Who should write it?

If your in-house team has the expertise, they can prepare the Creative Brief. For my own design clients, I typically write it after I’ve gathered enough information from the project team. However, a client I’ve worked with for many years, now writes up our project Creative Briefs. The important thing is that it works as the foundation for the creative process without hindering inspiration.

What should it include?

The project specs:

These are just the basics as they are known at the beginning of the project. Some things to consider includes: size if you know it (if it’s a PDF download perhaps it should be standard letter size or maybe it needs to fit into a mailing package that will be sent out in A10 envelopes), distribution method (PDF download, mailed out, leave behind after in-person meetings, left at events etc.), approximate length of content (is this a book or brochure length, single narrative or complex varied information that might suit linking like a website), any printing specs such as printing method (offset, digital or inhouse desktop printer), color requirements (4-color, BW or 2-color etc), bleed (yes or no).

Sometimes the exact form of the piece is not known at the beginning. You might need to discuss with the designer and your team what the options might be to succeed in the project objective(s), i.e., what’s the best delivery format & method. Should your project be a web landing page or a printed brochure?

Project objective(s):

Why are you even doing this project? What outcome(s) or results do you want? Think about your CTA (Call To Action).

Target audience:

You should already know who your target audience is but remember that audience might change slightly for any project. It all depends on your project’s objective(s). Perhaps your project is to inform the board about your past year’s successes – then the target audience for this project is your board members. Or a targeted direct mailer may be just for your major donors.

Key target audience insights:

What do you want the user/reader to think after engaging your piece?

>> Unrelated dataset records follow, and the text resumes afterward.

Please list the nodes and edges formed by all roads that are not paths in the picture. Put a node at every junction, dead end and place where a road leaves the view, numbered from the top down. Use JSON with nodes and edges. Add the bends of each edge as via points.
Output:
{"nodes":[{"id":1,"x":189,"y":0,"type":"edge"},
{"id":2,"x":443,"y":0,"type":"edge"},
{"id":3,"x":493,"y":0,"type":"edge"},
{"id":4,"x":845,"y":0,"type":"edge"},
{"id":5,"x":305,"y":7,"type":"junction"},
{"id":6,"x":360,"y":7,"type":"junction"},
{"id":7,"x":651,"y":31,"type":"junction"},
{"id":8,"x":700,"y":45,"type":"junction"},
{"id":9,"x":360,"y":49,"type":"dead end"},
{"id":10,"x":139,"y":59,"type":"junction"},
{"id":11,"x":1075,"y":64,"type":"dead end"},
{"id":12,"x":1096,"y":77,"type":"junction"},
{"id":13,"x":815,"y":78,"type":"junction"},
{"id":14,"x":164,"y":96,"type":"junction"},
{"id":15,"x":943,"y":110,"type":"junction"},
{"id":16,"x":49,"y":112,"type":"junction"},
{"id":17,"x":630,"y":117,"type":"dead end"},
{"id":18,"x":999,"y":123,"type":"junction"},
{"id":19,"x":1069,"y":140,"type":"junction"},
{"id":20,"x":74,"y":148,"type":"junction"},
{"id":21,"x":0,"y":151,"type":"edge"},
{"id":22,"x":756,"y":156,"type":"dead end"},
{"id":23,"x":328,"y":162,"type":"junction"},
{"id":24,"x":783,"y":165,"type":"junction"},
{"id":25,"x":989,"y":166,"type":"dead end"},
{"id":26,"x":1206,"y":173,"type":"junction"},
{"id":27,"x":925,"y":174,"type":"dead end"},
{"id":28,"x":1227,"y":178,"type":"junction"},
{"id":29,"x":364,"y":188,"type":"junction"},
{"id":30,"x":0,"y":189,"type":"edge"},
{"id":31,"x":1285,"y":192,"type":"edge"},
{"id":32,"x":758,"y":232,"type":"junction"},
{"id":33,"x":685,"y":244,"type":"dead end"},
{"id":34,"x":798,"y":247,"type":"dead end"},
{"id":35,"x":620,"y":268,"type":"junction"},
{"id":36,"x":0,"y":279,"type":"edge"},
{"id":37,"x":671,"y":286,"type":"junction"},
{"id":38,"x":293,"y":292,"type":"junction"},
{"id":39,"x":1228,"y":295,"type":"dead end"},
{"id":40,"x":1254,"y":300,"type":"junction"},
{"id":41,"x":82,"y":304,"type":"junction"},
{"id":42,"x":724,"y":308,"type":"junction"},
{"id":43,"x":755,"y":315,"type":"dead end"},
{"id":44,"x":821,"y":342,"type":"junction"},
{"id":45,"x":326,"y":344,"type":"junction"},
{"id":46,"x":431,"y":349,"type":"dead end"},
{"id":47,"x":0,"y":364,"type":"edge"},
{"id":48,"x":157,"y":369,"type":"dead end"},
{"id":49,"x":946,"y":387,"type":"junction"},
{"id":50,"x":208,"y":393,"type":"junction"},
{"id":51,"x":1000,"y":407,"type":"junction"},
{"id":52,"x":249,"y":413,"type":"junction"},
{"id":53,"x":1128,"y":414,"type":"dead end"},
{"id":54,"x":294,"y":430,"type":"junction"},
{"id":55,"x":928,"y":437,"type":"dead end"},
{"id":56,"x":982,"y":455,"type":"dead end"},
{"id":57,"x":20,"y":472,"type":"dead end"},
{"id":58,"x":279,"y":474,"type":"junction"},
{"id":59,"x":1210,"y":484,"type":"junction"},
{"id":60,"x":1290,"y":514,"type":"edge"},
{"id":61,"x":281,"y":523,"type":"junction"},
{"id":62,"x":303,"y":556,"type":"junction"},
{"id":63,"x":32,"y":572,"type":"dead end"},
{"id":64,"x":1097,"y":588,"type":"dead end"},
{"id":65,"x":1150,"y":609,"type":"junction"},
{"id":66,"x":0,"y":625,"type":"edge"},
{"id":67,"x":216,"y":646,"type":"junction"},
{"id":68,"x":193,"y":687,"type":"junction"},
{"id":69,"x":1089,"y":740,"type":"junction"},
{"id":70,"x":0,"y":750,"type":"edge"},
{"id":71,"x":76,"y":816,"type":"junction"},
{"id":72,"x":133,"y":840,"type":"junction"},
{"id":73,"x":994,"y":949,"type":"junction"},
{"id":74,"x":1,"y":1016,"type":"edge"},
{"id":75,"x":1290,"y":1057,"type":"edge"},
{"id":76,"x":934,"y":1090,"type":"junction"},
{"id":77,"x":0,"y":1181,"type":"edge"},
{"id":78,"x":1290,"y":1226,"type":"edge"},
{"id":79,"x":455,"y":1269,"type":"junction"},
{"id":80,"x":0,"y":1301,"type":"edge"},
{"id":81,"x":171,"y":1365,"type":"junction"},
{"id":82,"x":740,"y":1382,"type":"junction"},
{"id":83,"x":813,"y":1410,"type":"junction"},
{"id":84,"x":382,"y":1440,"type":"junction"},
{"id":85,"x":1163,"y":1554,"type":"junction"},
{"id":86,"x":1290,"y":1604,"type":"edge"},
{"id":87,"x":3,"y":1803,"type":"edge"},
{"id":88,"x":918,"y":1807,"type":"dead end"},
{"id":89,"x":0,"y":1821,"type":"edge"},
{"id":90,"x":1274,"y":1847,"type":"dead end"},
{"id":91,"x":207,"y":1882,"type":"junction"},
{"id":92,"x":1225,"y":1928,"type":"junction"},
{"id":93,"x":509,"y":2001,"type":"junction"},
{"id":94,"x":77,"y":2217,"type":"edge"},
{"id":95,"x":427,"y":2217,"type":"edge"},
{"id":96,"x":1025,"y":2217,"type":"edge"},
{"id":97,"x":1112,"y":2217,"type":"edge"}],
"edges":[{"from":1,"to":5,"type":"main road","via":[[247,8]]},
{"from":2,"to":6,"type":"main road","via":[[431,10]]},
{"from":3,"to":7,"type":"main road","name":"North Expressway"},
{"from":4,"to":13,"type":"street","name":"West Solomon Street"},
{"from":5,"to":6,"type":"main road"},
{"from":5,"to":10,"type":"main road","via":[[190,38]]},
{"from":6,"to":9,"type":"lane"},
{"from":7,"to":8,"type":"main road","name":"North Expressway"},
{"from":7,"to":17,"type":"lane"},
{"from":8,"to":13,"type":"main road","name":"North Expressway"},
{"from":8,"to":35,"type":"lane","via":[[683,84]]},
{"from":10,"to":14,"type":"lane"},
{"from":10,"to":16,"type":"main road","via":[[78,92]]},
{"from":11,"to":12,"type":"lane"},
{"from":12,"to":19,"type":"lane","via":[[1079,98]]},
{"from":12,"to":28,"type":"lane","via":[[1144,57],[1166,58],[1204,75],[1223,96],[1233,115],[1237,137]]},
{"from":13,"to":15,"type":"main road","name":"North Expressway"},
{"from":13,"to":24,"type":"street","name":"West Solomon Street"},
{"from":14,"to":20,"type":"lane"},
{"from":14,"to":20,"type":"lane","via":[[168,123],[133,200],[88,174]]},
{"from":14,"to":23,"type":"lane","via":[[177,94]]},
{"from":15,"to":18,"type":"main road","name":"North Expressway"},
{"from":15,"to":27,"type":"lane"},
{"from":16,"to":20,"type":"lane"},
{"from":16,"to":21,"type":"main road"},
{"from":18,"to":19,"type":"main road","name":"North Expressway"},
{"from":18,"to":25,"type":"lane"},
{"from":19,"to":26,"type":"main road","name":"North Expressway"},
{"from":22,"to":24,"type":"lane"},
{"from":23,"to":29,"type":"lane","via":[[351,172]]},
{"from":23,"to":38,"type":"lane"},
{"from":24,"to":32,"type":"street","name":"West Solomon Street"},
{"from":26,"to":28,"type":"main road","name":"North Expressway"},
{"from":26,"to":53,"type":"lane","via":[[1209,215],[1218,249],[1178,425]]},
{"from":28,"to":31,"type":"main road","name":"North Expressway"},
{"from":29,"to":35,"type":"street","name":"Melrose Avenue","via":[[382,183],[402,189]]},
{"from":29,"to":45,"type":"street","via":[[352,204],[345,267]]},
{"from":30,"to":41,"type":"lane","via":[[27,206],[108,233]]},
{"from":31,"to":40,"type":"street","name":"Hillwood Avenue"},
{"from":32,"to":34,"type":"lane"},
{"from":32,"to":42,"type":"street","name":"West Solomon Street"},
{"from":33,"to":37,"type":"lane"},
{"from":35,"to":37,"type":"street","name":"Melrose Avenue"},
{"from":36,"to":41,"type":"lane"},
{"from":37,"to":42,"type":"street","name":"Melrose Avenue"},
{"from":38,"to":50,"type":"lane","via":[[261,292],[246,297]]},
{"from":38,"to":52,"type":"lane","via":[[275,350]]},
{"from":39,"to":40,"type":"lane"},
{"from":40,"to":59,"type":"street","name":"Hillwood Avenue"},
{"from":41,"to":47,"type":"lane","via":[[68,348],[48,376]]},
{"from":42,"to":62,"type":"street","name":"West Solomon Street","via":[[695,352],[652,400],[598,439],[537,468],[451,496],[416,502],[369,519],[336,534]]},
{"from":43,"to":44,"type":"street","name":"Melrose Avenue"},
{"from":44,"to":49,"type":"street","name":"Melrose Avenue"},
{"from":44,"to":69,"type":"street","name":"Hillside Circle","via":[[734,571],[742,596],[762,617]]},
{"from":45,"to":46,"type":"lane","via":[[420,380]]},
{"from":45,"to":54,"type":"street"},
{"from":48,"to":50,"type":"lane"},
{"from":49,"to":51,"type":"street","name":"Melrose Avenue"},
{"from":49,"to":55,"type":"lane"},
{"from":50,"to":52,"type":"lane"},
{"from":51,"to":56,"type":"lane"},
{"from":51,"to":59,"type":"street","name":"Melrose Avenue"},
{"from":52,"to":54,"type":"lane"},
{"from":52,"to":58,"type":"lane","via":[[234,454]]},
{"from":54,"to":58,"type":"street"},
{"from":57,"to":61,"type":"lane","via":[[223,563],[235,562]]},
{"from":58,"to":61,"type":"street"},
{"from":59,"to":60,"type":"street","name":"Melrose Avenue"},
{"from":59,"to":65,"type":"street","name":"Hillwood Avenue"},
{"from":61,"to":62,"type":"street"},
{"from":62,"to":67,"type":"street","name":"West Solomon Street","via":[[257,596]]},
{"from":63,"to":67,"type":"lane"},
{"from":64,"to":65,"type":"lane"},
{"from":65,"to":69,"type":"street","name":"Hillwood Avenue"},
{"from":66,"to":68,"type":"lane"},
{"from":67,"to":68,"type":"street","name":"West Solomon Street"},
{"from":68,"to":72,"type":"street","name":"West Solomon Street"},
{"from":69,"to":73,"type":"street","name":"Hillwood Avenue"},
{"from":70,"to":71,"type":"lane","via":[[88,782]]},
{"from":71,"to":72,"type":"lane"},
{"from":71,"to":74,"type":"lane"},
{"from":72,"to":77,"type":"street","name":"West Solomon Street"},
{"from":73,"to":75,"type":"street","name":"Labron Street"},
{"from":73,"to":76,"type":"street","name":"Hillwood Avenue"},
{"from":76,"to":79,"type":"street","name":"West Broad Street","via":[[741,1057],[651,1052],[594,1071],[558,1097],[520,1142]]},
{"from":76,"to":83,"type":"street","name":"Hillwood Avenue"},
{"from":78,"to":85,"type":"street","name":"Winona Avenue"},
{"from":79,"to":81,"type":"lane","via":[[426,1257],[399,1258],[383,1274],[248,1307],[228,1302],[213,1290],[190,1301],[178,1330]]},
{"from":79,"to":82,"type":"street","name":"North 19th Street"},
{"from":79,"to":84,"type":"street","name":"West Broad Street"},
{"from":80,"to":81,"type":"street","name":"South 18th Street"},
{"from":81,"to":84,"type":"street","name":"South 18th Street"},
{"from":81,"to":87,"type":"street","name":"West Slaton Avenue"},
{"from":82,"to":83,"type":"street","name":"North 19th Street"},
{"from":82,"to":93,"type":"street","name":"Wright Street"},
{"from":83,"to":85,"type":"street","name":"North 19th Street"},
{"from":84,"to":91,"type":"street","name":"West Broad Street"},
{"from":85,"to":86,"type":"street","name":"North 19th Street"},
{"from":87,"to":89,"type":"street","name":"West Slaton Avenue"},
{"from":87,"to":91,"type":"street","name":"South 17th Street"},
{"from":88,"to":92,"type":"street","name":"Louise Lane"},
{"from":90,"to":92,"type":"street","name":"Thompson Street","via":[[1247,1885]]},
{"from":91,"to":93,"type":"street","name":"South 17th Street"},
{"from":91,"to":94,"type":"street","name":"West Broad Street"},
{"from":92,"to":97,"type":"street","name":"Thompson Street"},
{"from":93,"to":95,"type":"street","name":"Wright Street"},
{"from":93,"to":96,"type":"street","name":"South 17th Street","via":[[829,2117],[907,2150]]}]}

Mood, personality and tone:

What do you want the user/reader to feel? If your organization has a detailed Brand Guide, the personality or brand qualities might already be stated. But you should still ask yourself what this particular project needs to embody and its overall mood. Don’t be too stingy on the word count, more words will help capture subtle nuances and avoid ambiguity. Be aware you aren’t trying to be all things to all people and watch out for contradictions. You can usually find themes to group the words together like this excerpt from a creative brief I wrote for a client’s toolkit project:

  • ENERGY: action, fresh, lively, vibrant, positive, exciting, not dry
  • ACCESSIBLE: friendly, engaging, inviting, practical, encouraging, not overwhelming, non-threatening
  • PROFESSIONAL: serious, not fluffy, business-like, expert, credible, trustworthy, flexible

What else?

Depending upon your project & team, optional sections in your Creative Brief might be things like: user needs, current target audience mind set, a basic approach, brief project background, other organizations working in the same sphere.  By outlining the fundamentals of the project, the Creative Brief will help you set up expectations for both your team and the designer, keeping everyone on the same page. So remember to always reread the Creative Brief before reviewing any designs & giving feedback. Doing this should keep your project moving along smoothly and on track and ensure successful results no matter the type of project.